Molecular analysis of the operon which encodes the RNA polymerase sigma factor O54 of Escherichia coli

Abstract

The rpoN gene (encoding the sigma factor sigma 54) of Escherichia coli was cloned and its nucleotide sequence determined. Promoter probe analysis confirmed the presence of a promoter in a 350 bp fragment covering the start of rpoN. The likely promoter was identified. The nucleotide sequence of the region extending 2.1 kb downstream of rpoN was also determined. This region contained four open reading frames encoding potential polypeptides of 10750, 17959, 32492 and 9810 Da; maxicell and T7 promoter studies showed that four polypeptides of similar molecular masses were expressed from this region.

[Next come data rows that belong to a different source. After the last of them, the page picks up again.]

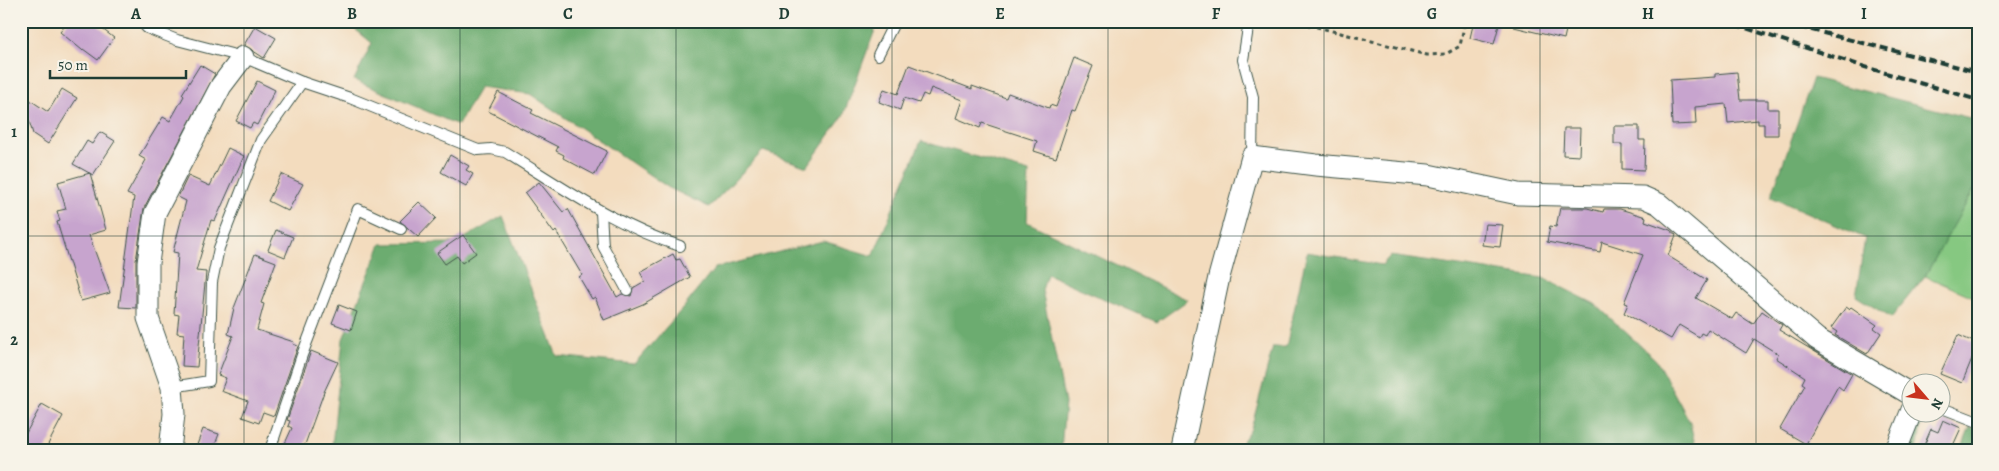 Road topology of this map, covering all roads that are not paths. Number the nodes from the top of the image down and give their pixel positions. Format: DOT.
graph roads {
  1 [pos="141,21"];
  2 [pos="895,21"];
  3 [pos="1247,21"];
  4 [pos="878,55"];
  5 [pos="243,57"];
  6 [pos="302,82"];
  7 [pos="1252,156"];
  8 [pos="601,212"];
  9 [pos="401,229"];
  10 [pos="680,246"];
  11 [pos="627,290"];
  12 [pos="172,387"];
  13 [pos="1902,389"];
  14 [pos="1952,412"];
  15 [pos="1978,422"];
  16 [pos="1906,424"];
  17 [pos="170,450"];
  18 [pos="270,450"];
  19 [pos="1182,450"];
  20 [pos="1896,450"];
  1 -- 5 [label="lane"];
  2 -- 4 [label="lane"];
  3 -- 7 [label="lane"];
  5 -- 6 [label="lane"];
  5 -- 12 [label="street"];
  6 -- 8 [label="lane"];
  6 -- 12 [label="lane"];
  7 -- 13 [label="street"];
  7 -- 19 [label="street"];
  8 -- 10 [label="lane"];
  8 -- 11 [label="lane"];
  9 -- 18 [label="lane"];
  12 -- 17 [label="street"];
  14 -- 15 [label="lane"];
  16 -- 20 [label="street"];
} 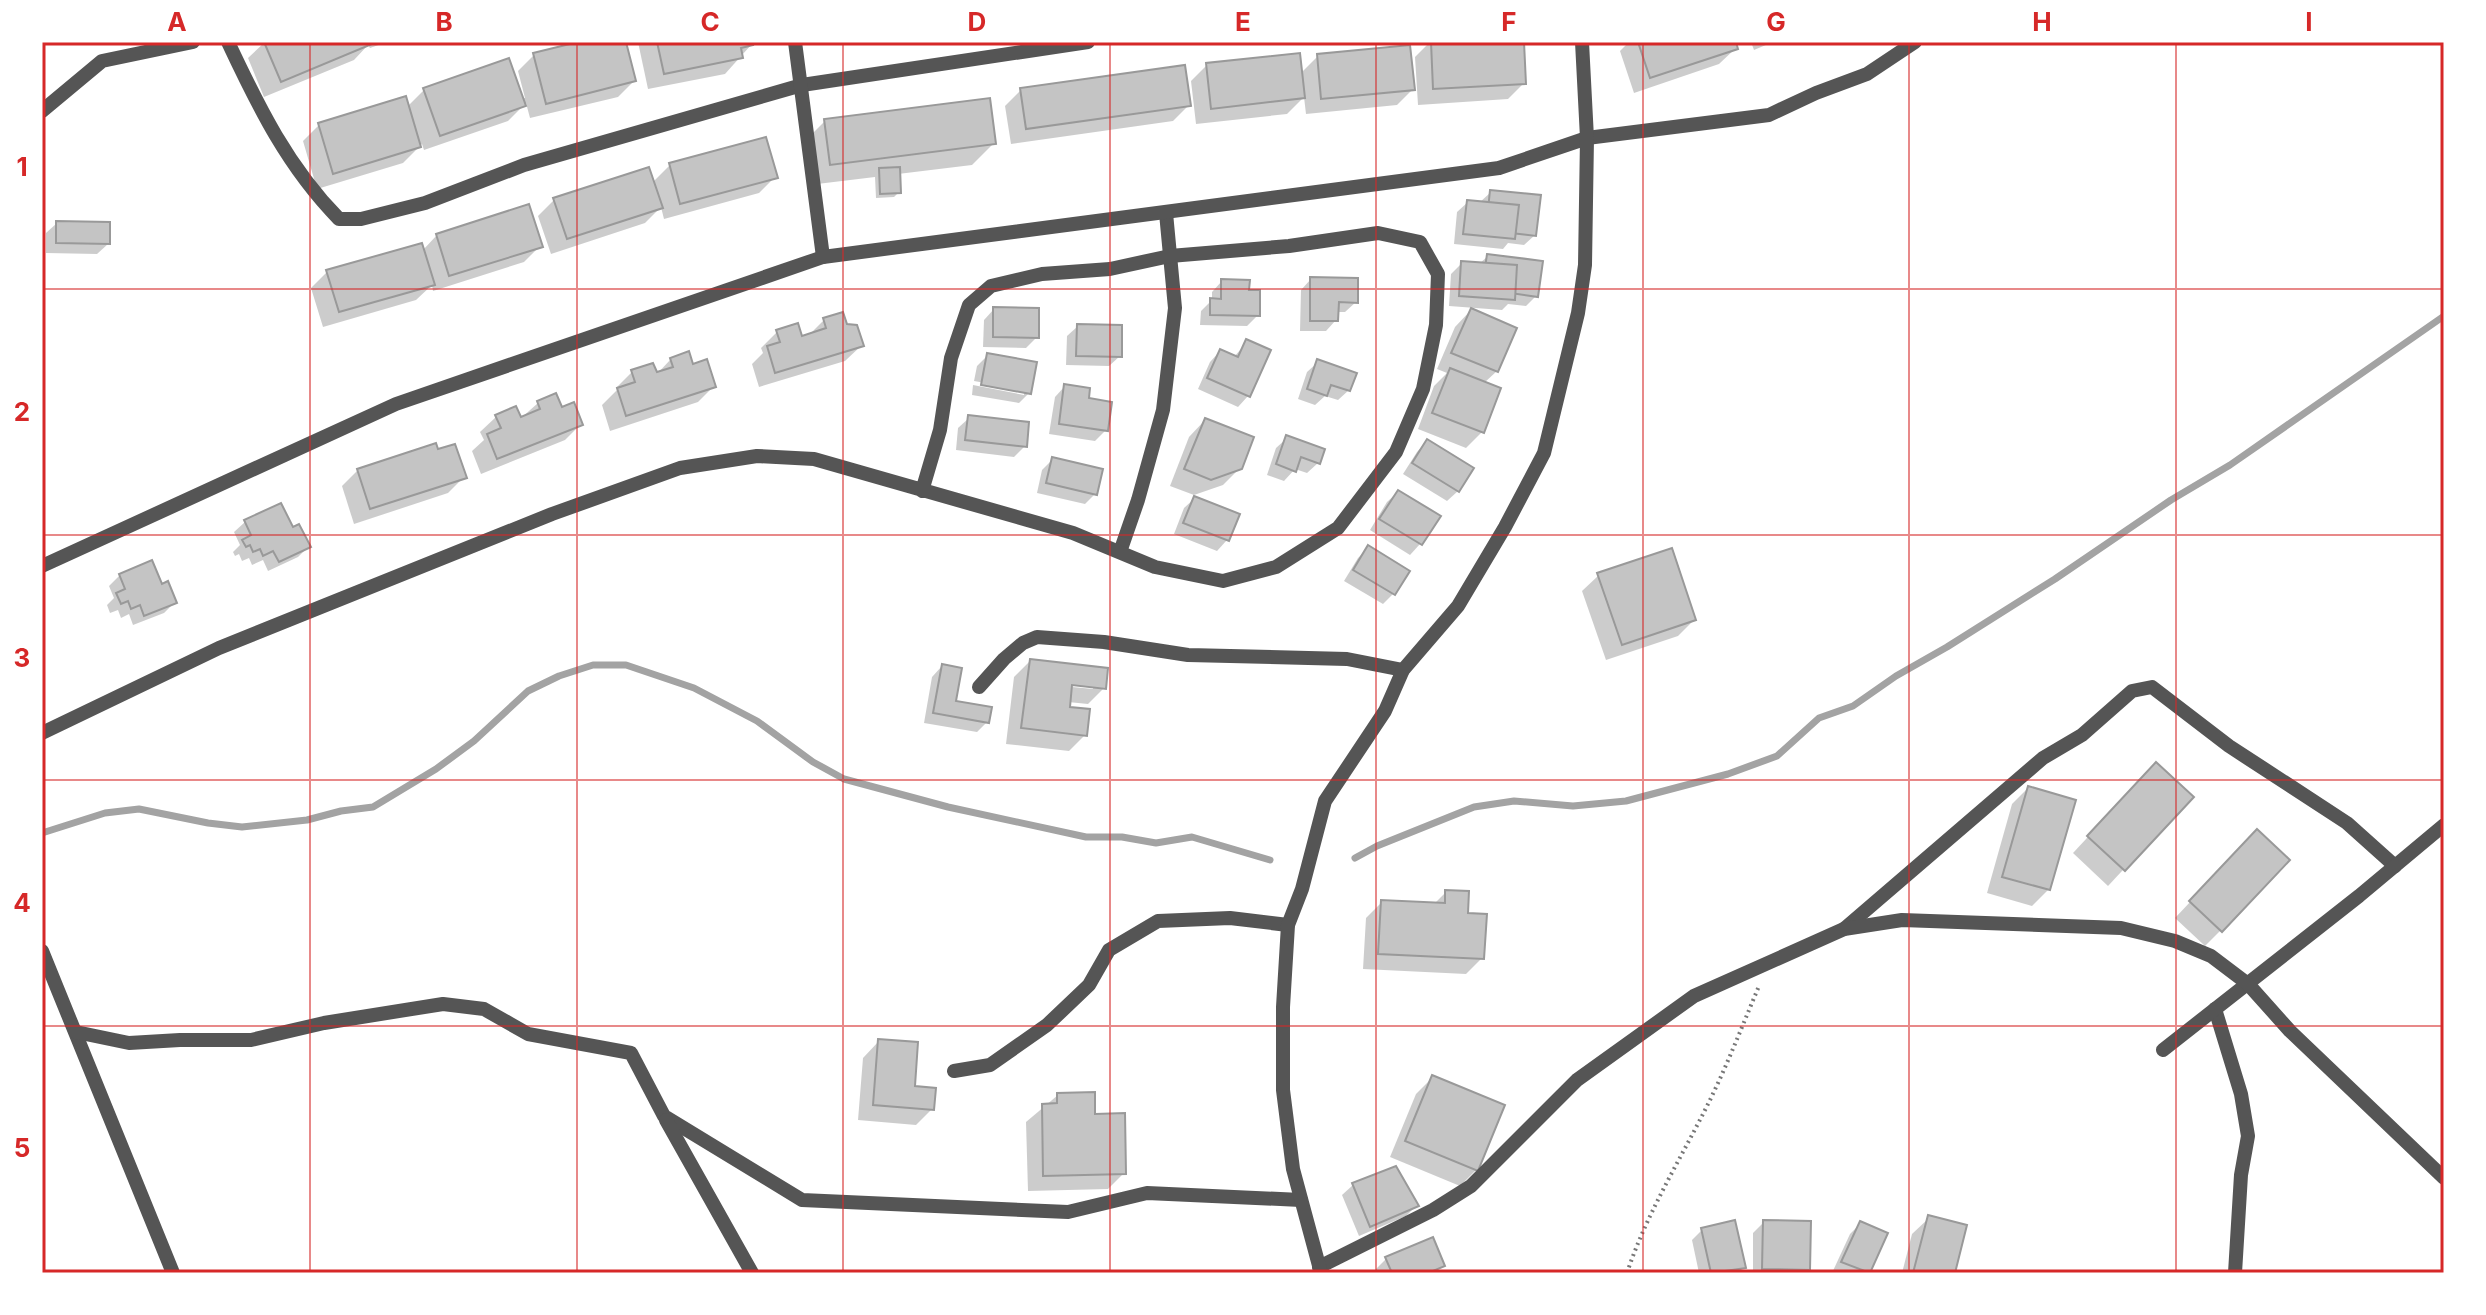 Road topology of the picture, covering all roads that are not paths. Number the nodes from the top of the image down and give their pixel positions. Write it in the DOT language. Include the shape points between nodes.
graph roads {
  1 [pos="193,42"];
  2 [pos="228,42"];
  3 [pos="795,42"];
  4 [pos="1088,42"];
  5 [pos="1582,42"];
  6 [pos="1915,42"];
  7 [pos="802,85"];
  8 [pos="42,111"];
  9 [pos="1587,138"];
  10 [pos="1166,213"];
  11 [pos="1170,256"];
  12 [pos="823,257"];
  13 [pos="922,491"];
  14 [pos="1120,552"];
  15 [pos="42,566"];
  16 [pos="1403,670"];
  17 [pos="979,687"];
  18 [pos="42,733"];
  19 [pos="2444,825"];
  20 [pos="2395,866"];
  21 [pos="1288,925"];
  22 [pos="1844,929"];
  23 [pos="42,951"];
  24 [pos="2248,984"];
  25 [pos="2215,1009"];
  26 [pos="76,1032"];
  27 [pos="2163,1050"];
  28 [pos="954,1071"];
  29 [pos="664,1116"];
  30 [pos="2444,1178"];
  31 [pos="1301,1200"];
  32 [pos="1320,1270"];
  33 [pos="173,1273"];
  34 [pos="752,1273"];
  35 [pos="2235,1273"];
  1 -- 8 [label="lane" via="102,61"];
  2 -- 7 [label="lane" via="260,111 310,190 339,219 361,219 425,203 524,165"];
  3 -- 7 [label="lane"];
  4 -- 7 [label="lane"];
  5 -- 9 [label="lane"];
  6 -- 9 [label="lane" via="1867,74 1769,115"];
  7 -- 12 [label="lane"];
  9 -- 10 [label="lane" via="1499,168"];
  9 -- 16 [label="lane" via="1585,265 1544,453 1458,606"];
  10 -- 11 [label="lane"];
  10 -- 12 [label="lane"];
  11 -- 13 [label="lane" via="1003,283 991,286 969,305 951,358 940,430"];
  11 -- 14 [label="lane" via="1175,308 1163,410"];
  11 -- 14 [label="lane" via="1378,233 1420,242 1438,274 1436,325 1423,389 1396,452 1338,528 1276,567 1223,581 1155,567"];
  12 -- 15 [label="lane" via="396,404"];
  13 -- 14 [label="lane" via="1073,533"];
  13 -- 18 [label="lane" via="814,459 757,456 680,468 219,648"];
  16 -- 17 [label="lane" via="1347,659 1188,655 1037,637 1004,659"];
  16 -- 21 [label="lane" via="1385,711 1325,801"];
  19 -- 20 [label="lane"];
  20 -- 22 [label="lane" via="2347,823 2229,746 2152,687 2132,691 2082,735 2043,758"];
  20 -- 24 [label="lane"];
  21 -- 28 [label="lane" via="1230,918 1158,921 1109,950 1089,985 1047,1025 990,1065"];
  21 -- 31 [label="lane" via="1283,1090"];
  22 -- 24 [label="lane" via="1902,920 2121,928 2211,956"];
  22 -- 32 [label="lane" via="1694,996 1577,1080 1471,1186"];
  23 -- 26 [label="lane"];
  24 -- 25 [label="lane"];
  24 -- 30 [label="lane"];
  25 -- 27 [label="lane"];
  25 -- 35 [label="lane" via="2248,1136"];
  26 -- 29 [label="lane" via="129,1043 251,1040 443,1004 484,1009 528,1034 631,1053"];
  26 -- 33 [label="lane"];
  29 -- 31 [label="lane" via="802,1200 1068,1212 1147,1193"];
  29 -- 34 [label="lane"];
  31 -- 32 [label="lane"];
}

The amino acid sequence of the 17959 Da polypeptide showed homology to the enzyme IIA domains of several proteins of the bacterial sugar phosphotransferase system (PTS), and the 9810 Da polypeptide showed homology to the HPr proteins of the bacterial PTS. The proteins encoded downstream of rpoN are known to negatively regulate sigma 54 activity. The homologies therefore suggest that this effect on sigma 54 may be mediated by sequential protein phosphorylation and suggest that there is a link between signal transduction and transcription of sigma 54-dependent genes.